Playing With BI
Playing With BI

Reputation: 421

Writing pandas dataframe to excel in dbfs azure databricks: OSError: [Errno 95] Operation not supported

I am trying to write a pandas dataframe to the local file system in azure databricks:

import pandas as pd
url = 'https://www.stats.govt.nz/assets/Uploads/Business-price-indexes/Business-price-indexes-March-2019-quarter/Download-data/business-price-indexes-march-2019-quarter-csv.csv'
data = pd.read_csv(url)
with pd.ExcelWriter(r'/dbfs/tmp/export.xlsx', engine="openpyxl") as writer:
    data.to_excel(writer)

Then I get the following error message:

OSError: [Errno 95] Operation not supported --------------------------------------------------------------------------- OSError Traceback (most recent call last) in 3 data = pd.read_csv(url) 4 with pd.ExcelWriter(r'/dbfs/tmp/export.xlsx', engine="openpyxl") as writer: ----> 5 data.to_excel(writer)

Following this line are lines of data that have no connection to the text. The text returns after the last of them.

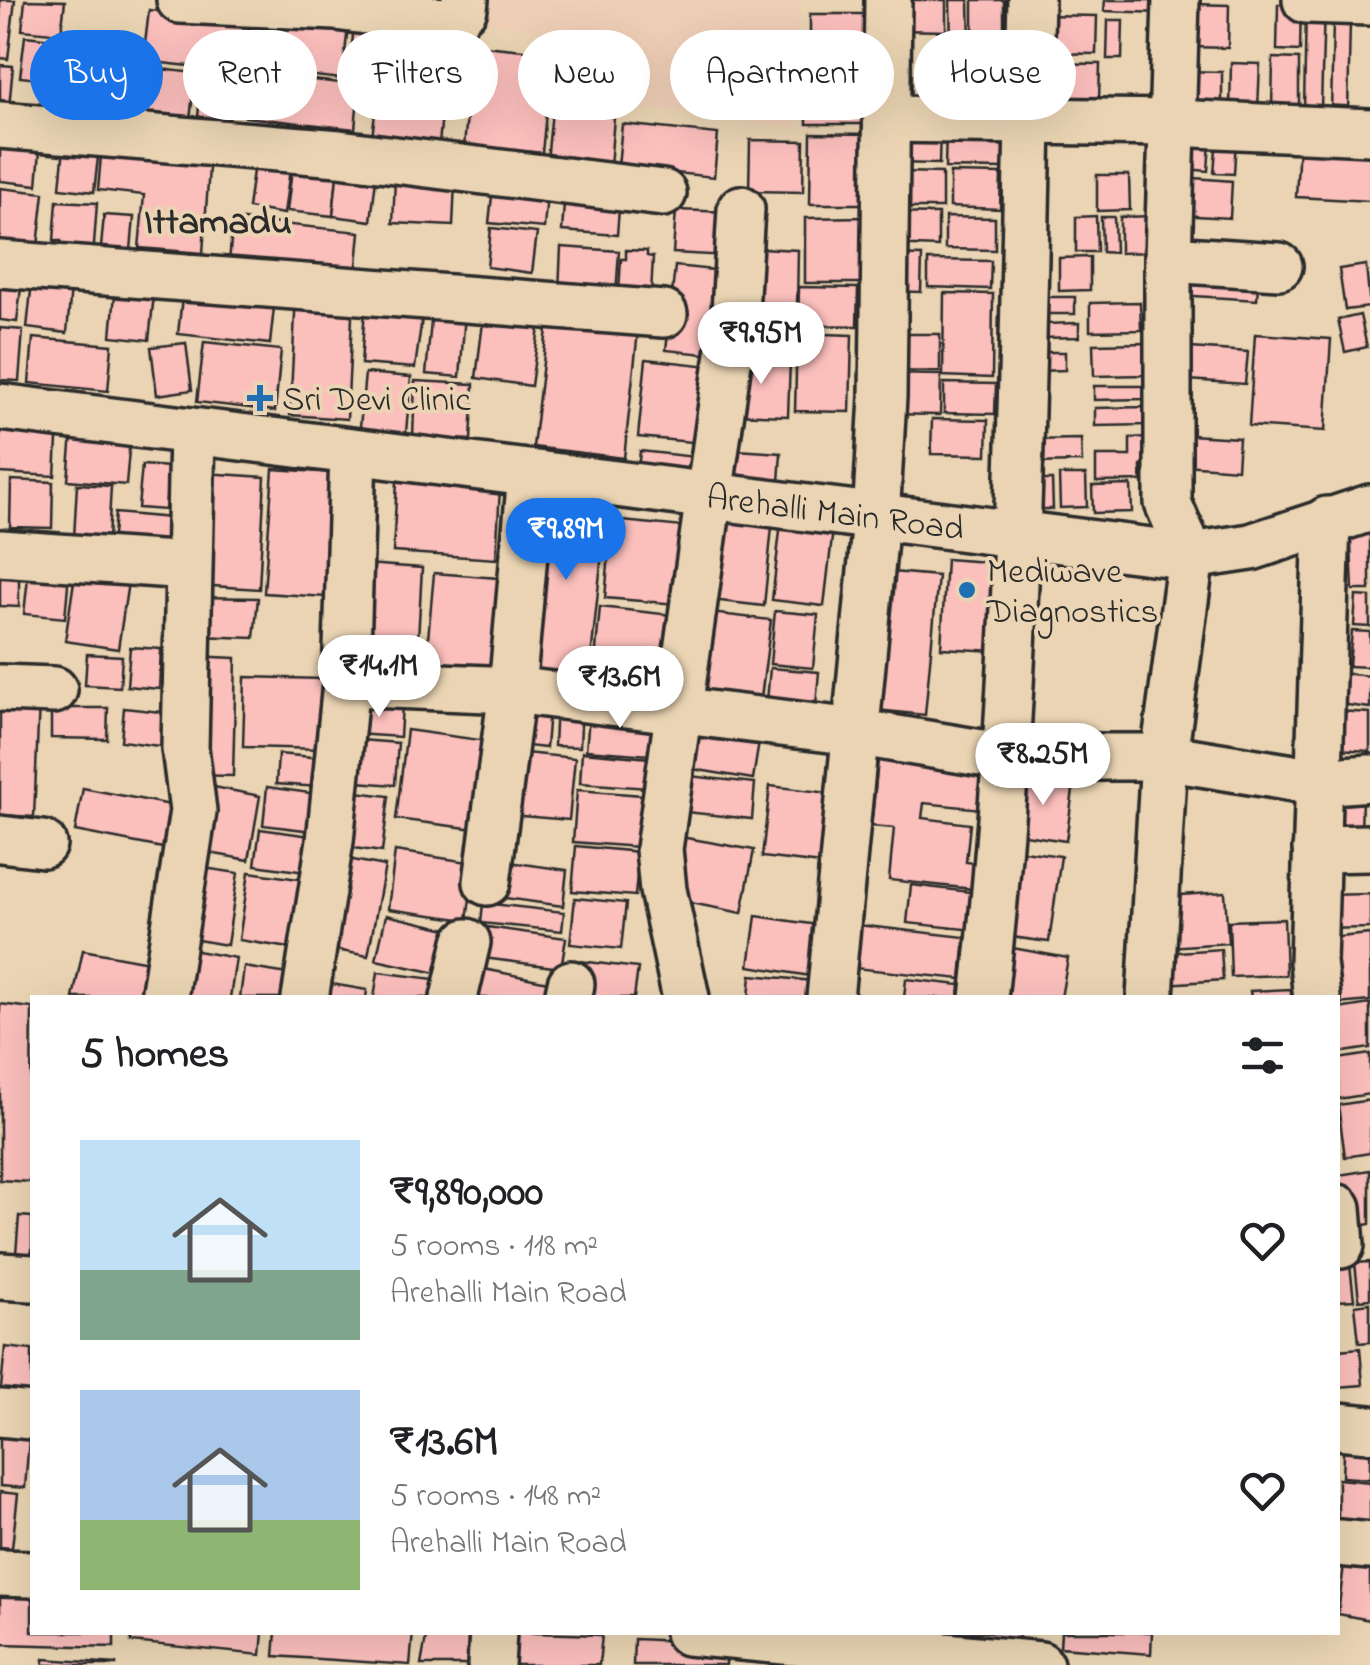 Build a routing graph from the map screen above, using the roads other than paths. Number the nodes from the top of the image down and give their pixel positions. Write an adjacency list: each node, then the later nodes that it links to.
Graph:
1 (180, 0): 7 (street)
2 (465, 0): 7 (street)
3 (888, 0): 9 (street)
4 (1031, 0): 10 (street)
5 (1176, 0): 13 (street)
6 (1306, 0): 8 (street)
7 (237, 2)
8 (1370, 2)
9 (887, 30)
10 (1030, 30)
11 (886, 120): 28 (street)
12 (1028, 120): 13 (street); 30 (street)
13 (1173, 123): 15 (street); 18 (street)
14 (0, 125): 16 (street)
15 (1370, 132)
16 (663, 193)
17 (741, 209): 26 (street)
18 (1168, 259): 20 (street); 32 (street)
19 (0, 264): 21 (street)
20 (1279, 266)
21 (664, 314)
22 (0, 407): 23 (street, Arehalli Main Road)
23 (192, 434): 24 (street, Arehalli Main Road); 33 (street)
24 (353, 453): 25 (street, Arehalli Main Road); 34 (street)
25 (532, 474): 26 (street, Arehalli Main Road); 37 (street)
26 (709, 494): 28 (street, Arehalli Main Road); 38 (street)
27 (1370, 508): 29 (street, Arehalli Main Road)
28 (876, 519): 30 (street, Arehalli Main Road); 39 (street)
29 (1327, 520): 32 (street, Arehalli Main Road); 43 (street)
30 (1018, 534): 32 (street, Arehalli Main Road); 40 (street)
31 (0, 552): 33 (street)
32 (1191, 556): 41 (street)
33 (188, 566): 48 (street)
34 (346, 683): 37 (street); 49 (street)
35 (0, 688): 36 (street)
36 (54, 690)
37 (512, 690): 38 (street); 46 (street)
38 (676, 710): 39 (street); 51 (street)
39 (855, 732): 40 (street); 52 (street)
40 (1005, 757): 41 (street); 53 (street)
41 (1164, 757): 43 (street); 54 (street)
42 (1370, 778): 43 (street)
43 (1318, 782): 45 (street)
44 (1370, 848): 45 (street)
45 (1316, 849): 55 (street)
46 (487, 882)
47 (468, 942): 50 (street)
48 (164, 995)
49 (305, 995)
50 (455, 995)
51 (685, 995)
52 (830, 995)
53 (984, 995)
54 (1150, 995)
55 (1316, 995)
56 (0, 1276): 57 (street)
57 (30, 1278)
58 (0, 1413): 59 (street)
59 (30, 1416)
60 (1340, 1426): 61 (street)
61 (1370, 1429)
62 (1340, 1543): 63 (street)
63 (1370, 1546)
64 (0, 1573): 65 (street)
65 (30, 1574)
66 (493, 1635): 68 (street)
67 (720, 1635): 69 (street)
68 (491, 1665)
69 (1040, 1665) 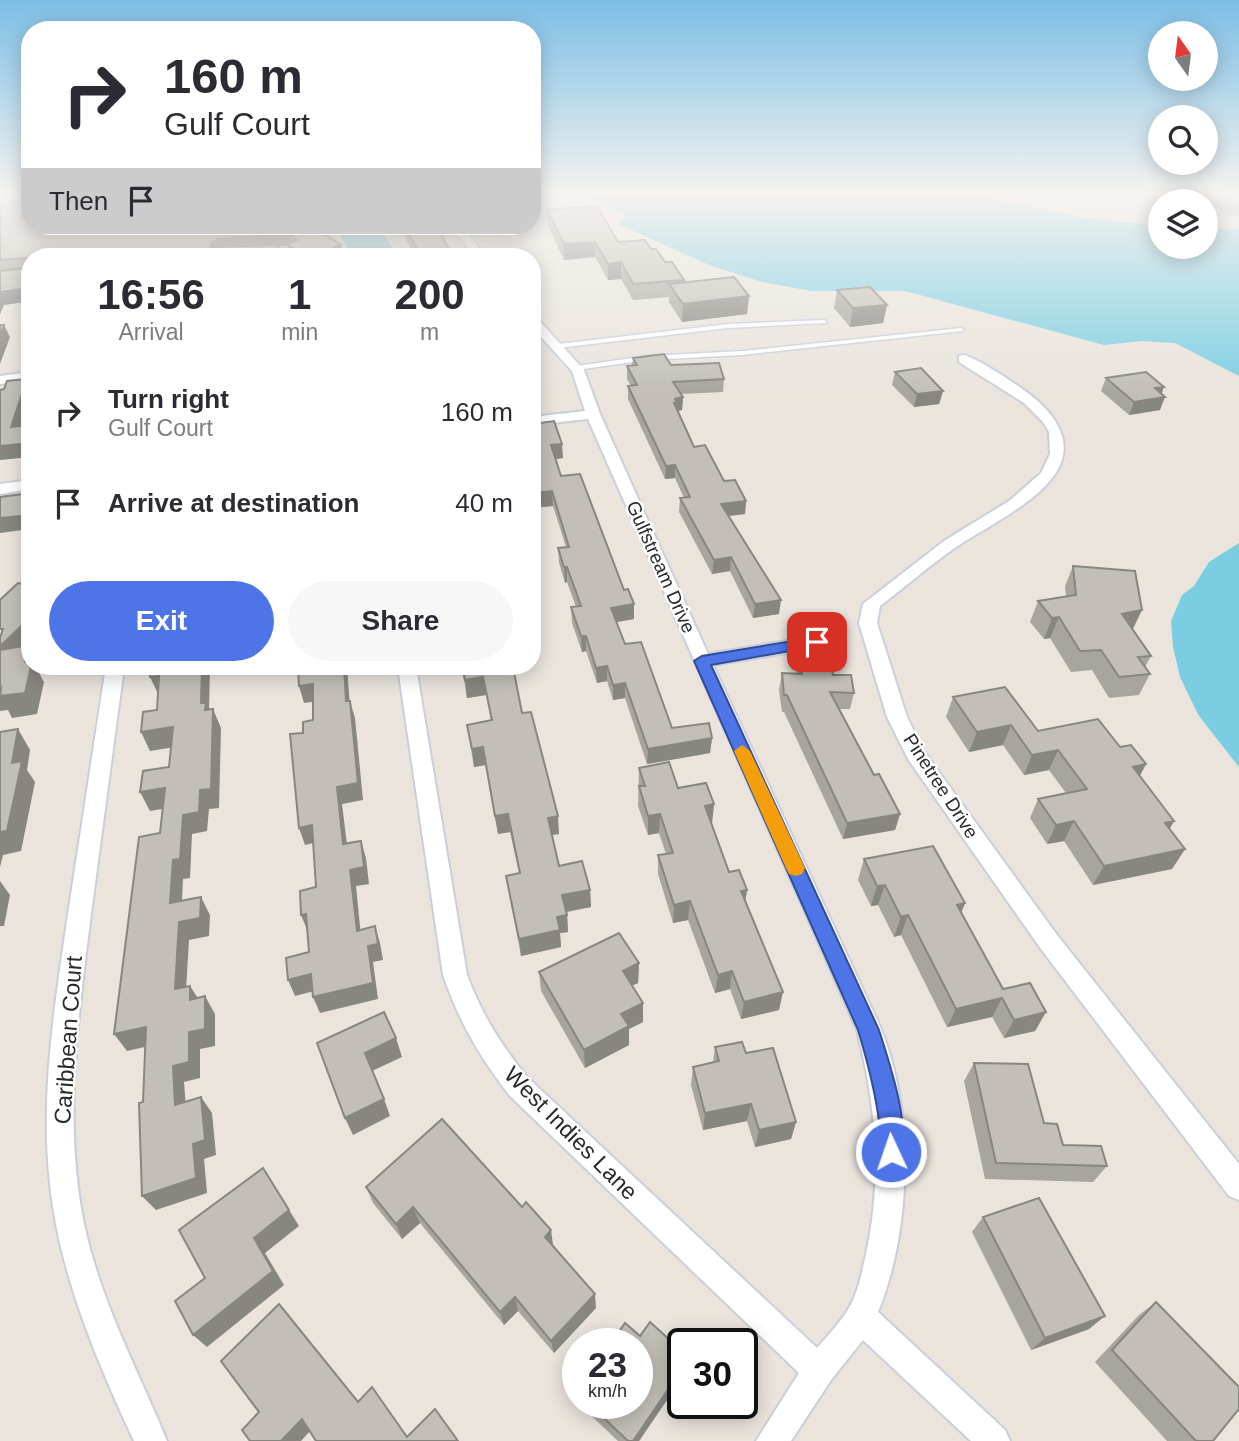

/databricks/python/lib/python3.8/site-packages/pandas/io/excel/_base.py in exit(self, exc_type, exc_value, traceback) 892 893 def exit(self, exc_type, exc_value, traceback): --> 894 self.close() 895 896 def close(self):

/databricks/python/lib/python3.8/site-packages/pandas/io/excel/_base.py in close(self) 896 def close(self): 897 """synonym for save, to make it more file-like""" --> 898 content = self.save() 899 self.handles.close() 900 return content

I read in this post some limitations for mounted file systems: Pandas: Write to Excel not working in Databricks

But if I got it right, the solution is to write to the local workspace file system, which is exactly what is not working for me.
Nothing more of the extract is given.